Stored data:

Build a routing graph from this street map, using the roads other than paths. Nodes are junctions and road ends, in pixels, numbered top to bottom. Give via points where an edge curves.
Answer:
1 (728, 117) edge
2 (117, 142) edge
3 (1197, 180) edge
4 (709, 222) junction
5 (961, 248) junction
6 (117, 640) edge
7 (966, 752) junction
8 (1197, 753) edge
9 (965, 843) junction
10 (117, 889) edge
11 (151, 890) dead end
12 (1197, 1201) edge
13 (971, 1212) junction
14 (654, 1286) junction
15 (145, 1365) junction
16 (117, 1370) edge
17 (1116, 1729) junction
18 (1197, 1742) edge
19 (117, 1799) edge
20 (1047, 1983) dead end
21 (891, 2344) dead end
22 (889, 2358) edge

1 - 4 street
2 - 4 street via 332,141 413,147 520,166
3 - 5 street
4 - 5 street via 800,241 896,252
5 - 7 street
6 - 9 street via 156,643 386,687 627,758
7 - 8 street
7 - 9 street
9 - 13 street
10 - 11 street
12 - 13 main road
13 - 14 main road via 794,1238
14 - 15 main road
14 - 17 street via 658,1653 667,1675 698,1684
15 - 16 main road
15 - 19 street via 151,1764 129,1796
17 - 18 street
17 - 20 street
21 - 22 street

What is expected: Reproduce every line of the material exactly.

Output of the task:
Build a routing graph from this street map, using the roads other than paths. Nodes are junctions and road ends, in pixels, numbered top to bottom. Give via points where an edge curves.
Answer:
1 (728, 117) edge
2 (117, 142) edge
3 (1197, 180) edge
4 (709, 222) junction
5 (961, 248) junction
6 (117, 640) edge
7 (966, 752) junction
8 (1197, 753) edge
9 (965, 843) junction
10 (117, 889) edge
11 (151, 890) dead end
12 (1197, 1201) edge
13 (971, 1212) junction
14 (654, 1286) junction
15 (145, 1365) junction
16 (117, 1370) edge
17 (1116, 1729) junction
18 (1197, 1742) edge
19 (117, 1799) edge
20 (1047, 1983) dead end
21 (891, 2344) dead end
22 (889, 2358) edge

1 - 4 street
2 - 4 street via 332,141 413,147 520,166
3 - 5 street
4 - 5 street via 800,241 896,252
5 - 7 street
6 - 9 street via 156,643 386,687 627,758
7 - 8 street
7 - 9 street
9 - 13 street
10 - 11 street
12 - 13 main road
13 - 14 main road via 794,1238
14 - 15 main road
14 - 17 street via 658,1653 667,1675 698,1684
15 - 16 main road
15 - 19 street via 151,1764 129,1796
17 - 18 street
17 - 20 street
21 - 22 street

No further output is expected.